Print the full set of records below, character for character and picture-free.

[[ Provided information open ]]

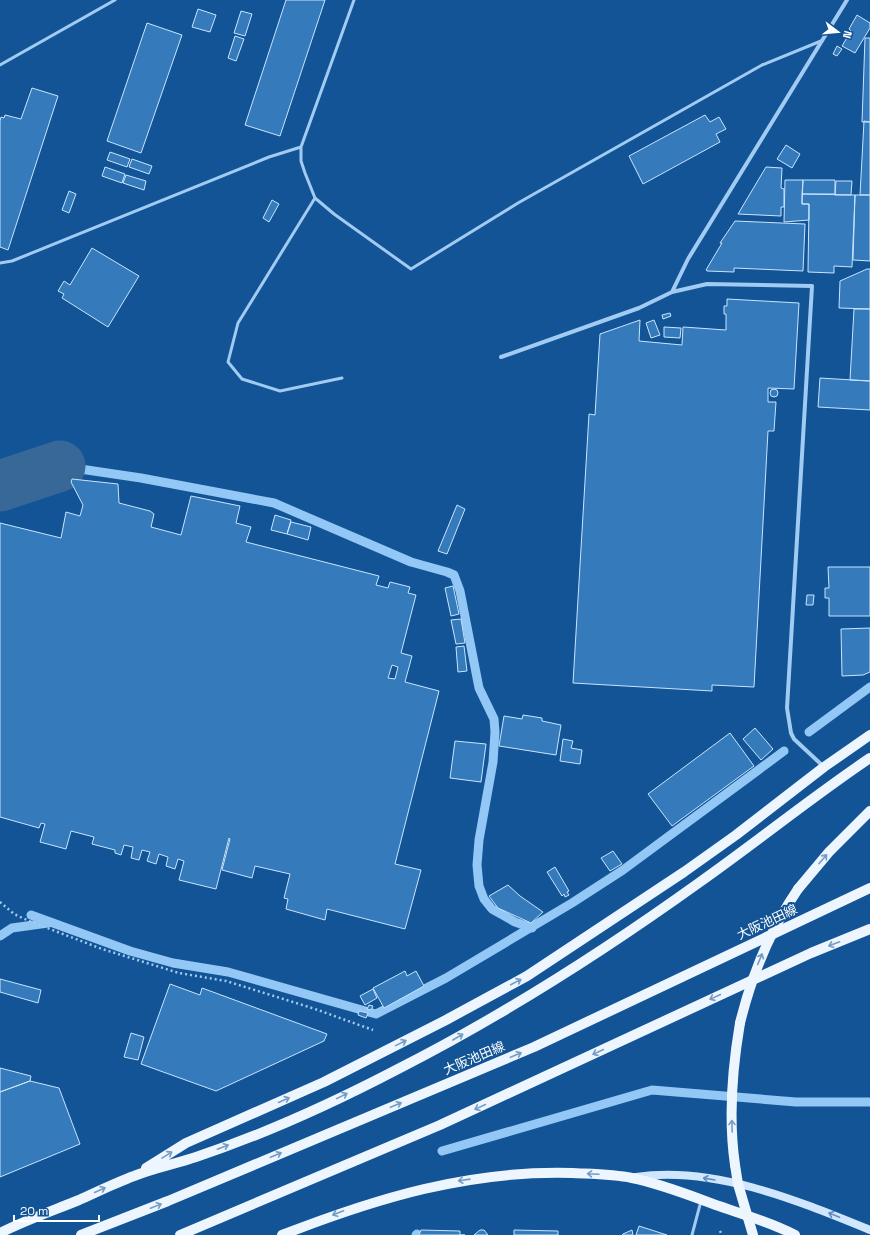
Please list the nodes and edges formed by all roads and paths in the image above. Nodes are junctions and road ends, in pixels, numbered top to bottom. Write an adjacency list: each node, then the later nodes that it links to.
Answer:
1 (116, 0): 5 (lane)
2 (354, 0): 6 (lane)
3 (847, 0): 4 (street)
4 (823, 41): 7 (lane); 9 (street)
5 (0, 65)
6 (301, 147): 7 (lane); 8 (lane)
7 (315, 198): 11 (lane)
8 (0, 263)
9 (672, 292): 10 (street); 14 (street)
10 (501, 357)
11 (342, 378)
12 (870, 735): 14 (main road)
13 (870, 758): 20 (main road, one-way to 13)
14 (824, 766): 20 (main road, one-way to 14)
15 (870, 811): 31 (main road, one-way to 15, bridge)
16 (870, 888): 26 (main road, 大阪池田線, one-way to 16)
17 (0, 902): 19 (path)
18 (870, 930): 27 (main road, one-way to 27)
19 (373, 1030)
20 (134, 1176): 25 (main road, one-way to 20)
21 (632, 1178): 22 (main road); 23 (street, one-way to 21); 28 (main road, one-way to 28)
22 (701, 1199): 29 (lane); 32 (main road)
23 (870, 1230)
24 (720, 1231): 30 (path)
25 (0, 1233)
26 (81, 1235)
27 (180, 1235)
28 (282, 1235)
29 (692, 1235)
30 (722, 1235)
31 (753, 1235)
32 (795, 1235)

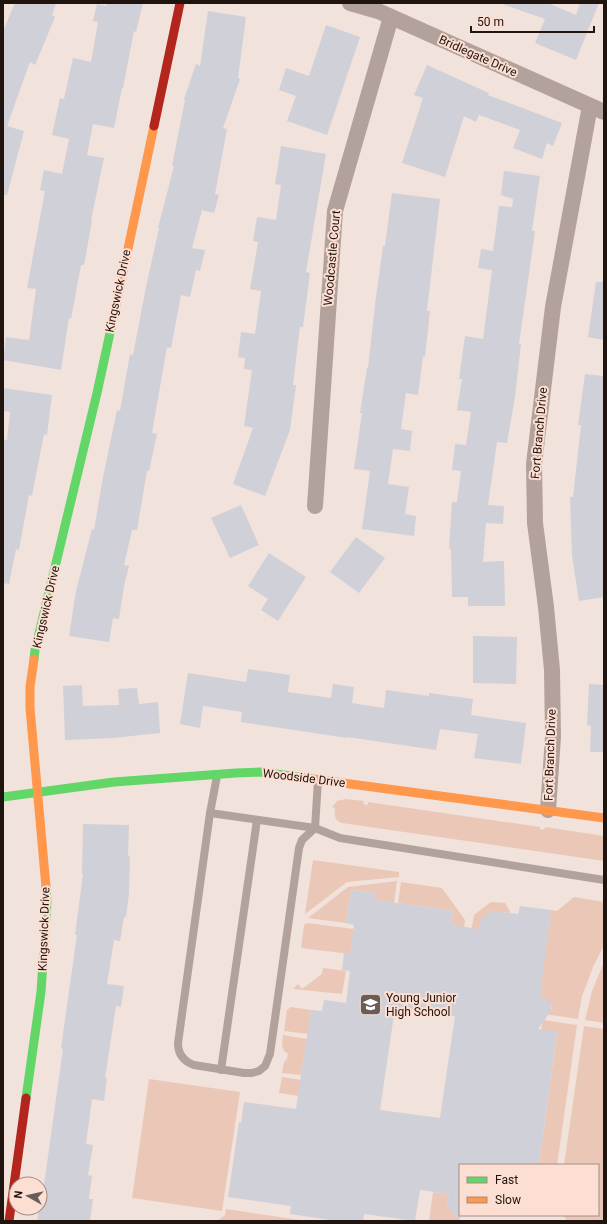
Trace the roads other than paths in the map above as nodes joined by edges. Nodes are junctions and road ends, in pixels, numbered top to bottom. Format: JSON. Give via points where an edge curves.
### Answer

[[ Provided information closed ]]

* **Exercise output**:
Please list the nodes and edges formed by all roads and paths in the image above. Nodes are junctions and road ends, in pixels, numbered top to bottom. Write an adjacency list: each node, then the later nodes that it links to.
Answer:
1 (116, 0): 5 (lane)
2 (354, 0): 6 (lane)
3 (847, 0): 4 (street)
4 (823, 41): 7 (lane); 9 (street)
5 (0, 65)
6 (301, 147): 7 (lane); 8 (lane)
7 (315, 198): 11 (lane)
8 (0, 263)
9 (672, 292): 10 (street); 14 (street)
10 (501, 357)
11 (342, 378)
12 (870, 735): 14 (main road)
13 (870, 758): 20 (main road, one-way to 13)
14 (824, 766): 20 (main road, one-way to 14)
15 (870, 811): 31 (main road, one-way to 15, bridge)
16 (870, 888): 26 (main road, 大阪池田線, one-way to 16)
17 (0, 902): 19 (path)
18 (870, 930): 27 (main road, one-way to 27)
19 (373, 1030)
20 (134, 1176): 25 (main road, one-way to 20)
21 (632, 1178): 22 (main road); 23 (street, one-way to 21); 28 (main road, one-way to 28)
22 (701, 1199): 29 (lane); 32 (main road)
23 (870, 1230)
24 (720, 1231): 30 (path)
25 (0, 1233)
26 (81, 1235)
27 (180, 1235)
28 (282, 1235)
29 (692, 1235)
30 (722, 1235)
31 (753, 1235)
32 (795, 1235)

Trace the roads other than paths in the map above as nodes joined by edges. Nodes are junctions and road ends, in pixels, numbered top to bottom. Format: JSON. Give via points where an edge curves.
### Answer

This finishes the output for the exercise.